С этого и пошло. Решили писать роман по новому ладу. Начало было такое:
«На улицу вышел человек в синих панталонах».
По-новому писали так:
«На у-роже ты-шел лоб-столетие в ре-них хам-купонах».
Игра была из рук вон глупая, но страшно завлекательная, и многие из нашего писательского кружка охотно разделывали эту чепуху. И многие серьезные и даже мрачные, как и сам Сологуб, сначала недоуменно пожимали плечами, потом, словно нехотя, придумывали слова два-три, а там и пошло. Втягивались.
Как-то занялись мы с ним определением метафизического возраста общих знакомых. Установили, что у каждого человека, кроме его реального возраста, есть еще другой, вечный, метафизический. Например, старику-шлиссельбуржцу Морозову[175] мы сразу согласно определили восемнадцать лет.
— А мой метафизический возраст? — спросила я.
— Вы же сами знаете — тринадцать лет.
Я подумала» Вспомнила, как жила прошлым летом у друзей в имении. Вспомнила, как кучер принес с болота какой-то страшно длинный рогатый тростник и велел непременно показать его мне. Вспомнила, как двенадцатилетний мальчишка требовал, чтобы я пошла с ним за три версты смотреть на какой-то древесный нарост, под которым, видно, живет какой-то зверь, потому что даже шевелится. И я, конечно, пошла, и, конечно, ни нароста, ни зверя мы не нашли. Потом пастух принес с поля осиный мед и опять решил, что именно мне это будет интересно. Показывал на грязной ладони какую-то бурую слякоть. И каждый раз в таких случаях вся прислуга выбегала посмотреть, как я буду ахать и удивляться. И мне действительно все это было интересно.
Да, мой метафизический возраст был тринадцать лет.
— А мой? — спросил Сологуб.
— Конечно, шестьсот, и задумываться не о чем.
Он вздохнул и промолчал. Очевидно, согласился.
Колдун и ведун однажды позорно провалился.
Был доклад Мережковского «О России».
Большевики в ту пору еще не утвердились, и Мережковский с присущим ему пафосом говорил о том, что из могилы царизма поднялся упырь.
Упырь этот Ленин.
Вот тут Сологуб и изрек свое «вещее слово».
— Никогда Ленину не быть диктатором. Пузатый и плешивый. Уж скорее мог бы Савинков[176].
Мы слушали с благоговением и не отрицали, что роскошная шевелюра и стройный стан суть необходимые атрибуты народного вождя. Мы тогда еще не видали ни Муссолини, ни Гитлера, этих грядущих Аполлонов.
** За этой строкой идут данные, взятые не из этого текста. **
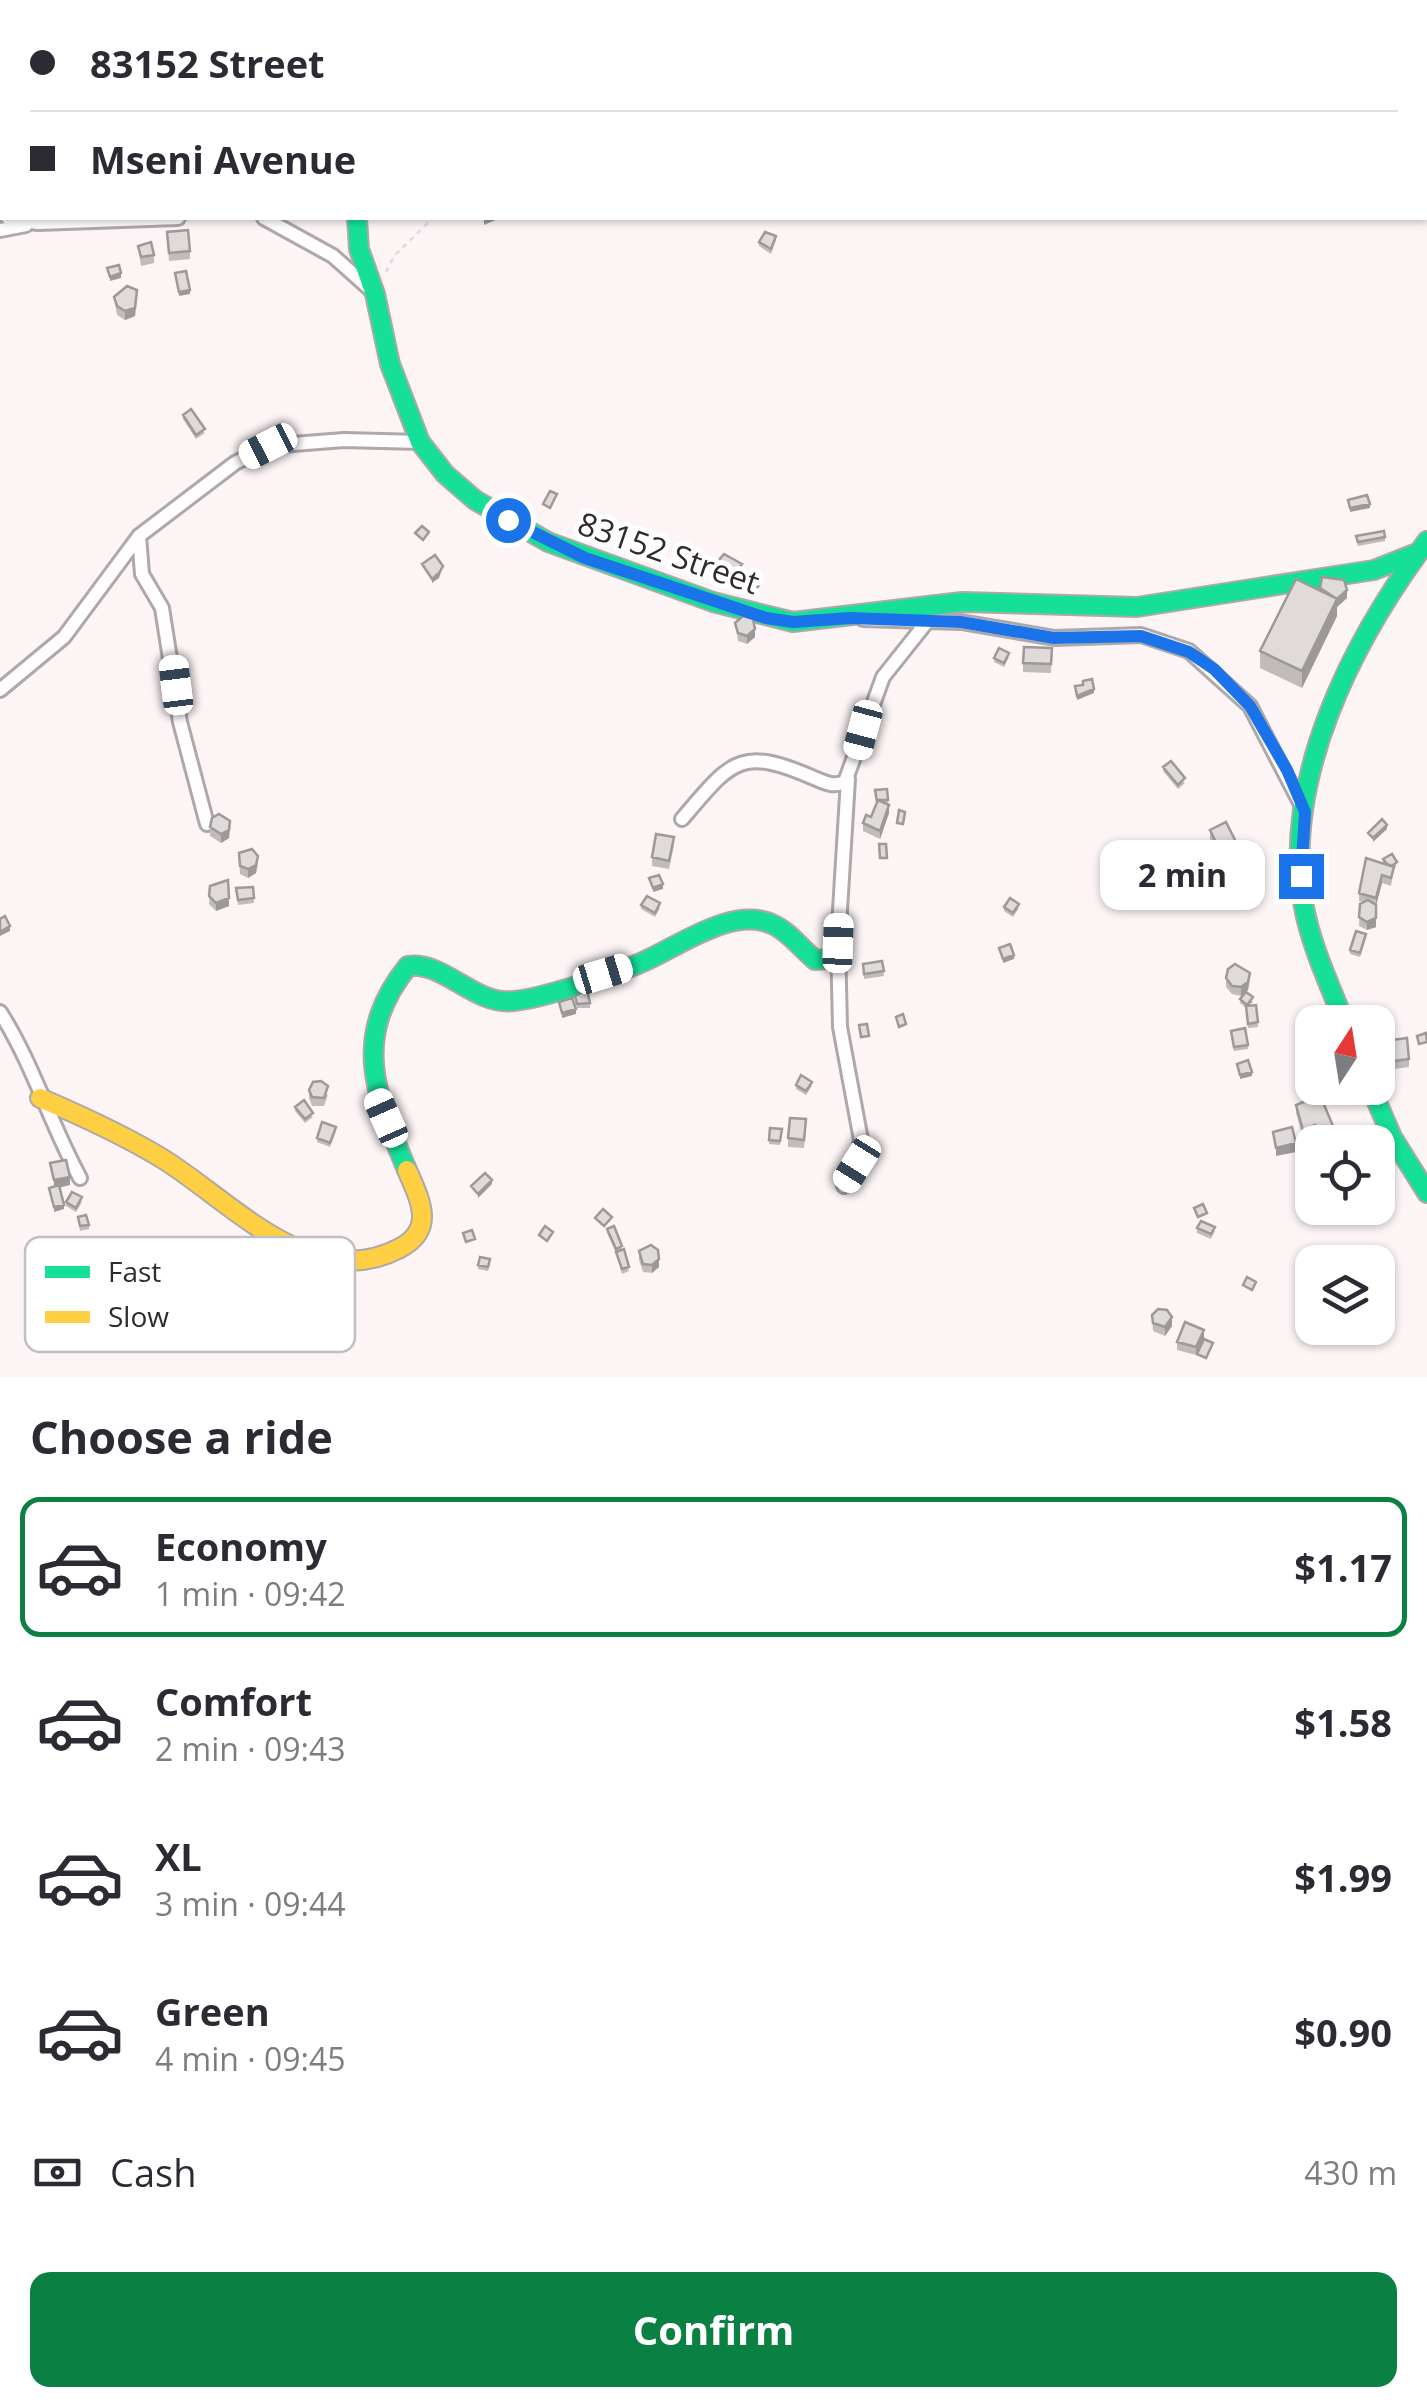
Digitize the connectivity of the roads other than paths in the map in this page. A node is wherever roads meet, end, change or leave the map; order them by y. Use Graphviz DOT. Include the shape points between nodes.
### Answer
graph roads {
  1 [pos="24,220"];
  2 [pos="108,220"];
  3 [pos="268,220"];
  4 [pos="357,220"];
  5 [pos="38,222"];
  6 [pos="0,230"];
  7 [pos="375,294"];
  8 [pos="420,442"];
  9 [pos="139,536"];
  10 [pos="1422,546"];
  11 [pos="850,618"];
  12 [pos="926,624"];
  13 [pos="0,690"];
  14 [pos="848,779"];
  15 [pos="1305,812"];
  16 [pos="682,819"];
  17 [pos="206,824"];
  18 [pos="838,943"];
  19 [pos="1338,1005"];
  20 [pos="0,1012"];
  21 [pos="40,1098"];
  22 [pos="1378,1105"];
  23 [pos="80,1178"];
  24 [pos="844,1186"];
  25 [pos="1427,1193"];
  26 [pos="282,1237"];
  27 [pos="355,1262"];
  1 -- 5 [label="street"];
  2 -- 5 [label="street"];
  3 -- 7 [label="street" via="333,256"];
  4 -- 7 [label="street, 83152 Street"];
  5 -- 6 [label="street"];
  7 -- 8 [label="street, 83152 Street" via="390,364"];
  8 -- 9 [label="street" via="268,446 193,492"];
  8 -- 11 [label="street, 83152 Street" via="475,500 585,558 766,618"];
  9 -- 13 [label="street" via="64,637"];
  9 -- 17 [label="street" via="142,574 162,608 180,722"];
  10 -- 11 [label="street, 83152 Street" via="1374,570 1169,604 962,602"];
  10 -- 15 [label="street" via="1394,581 1359,652 1332,716"];
  11 -- 12 [label="street, 83152 Street"];
  12 -- 14 [label="street" via="883,677"];
  12 -- 15 [label="street, 83152 Street" via="961,622 1054,638 1141,636 1189,652 1250,706"];
  14 -- 16 [label="street" via="832,785 767,760 741,760 724,769"];
  14 -- 18 [label="street"];
  15 -- 19 [label="street" via="1304,906"];
  18 -- 24 [label="street" via="840,1027 861,1140"];
  18 -- 27 [label="street" via="828,959 815,960 774,925 742,921 638,964 512,1002 480,996 422,964 408,966 383,1005 369,1062 424,1222 411,1242"];
  20 -- 21 [label="street" via="25,1053"];
  21 -- 23 [label="street"];
  21 -- 26 [label="street" via="164,1160"];
  22 -- 25 [label="street"];
}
Нас можно простить.
В начале революции по инициативе Сологуба создалось Общество охранения художественных зданий и предметов искусства. Заседали мы в Академии художеств. Требовали охраны Эрмитажа и картинных галерей, чтобы там не устраивали ни засад, ни побоищ. Хлопотали, ходили к Луначарскому. Кто лучше его мог бы понять нашу святую тревогу? Ведь этот эстет, когда умер его ребенок, читал над гробиком «Литургию Красоты» Бальмонта[177]. Но из хлопот наших ничего не вышло.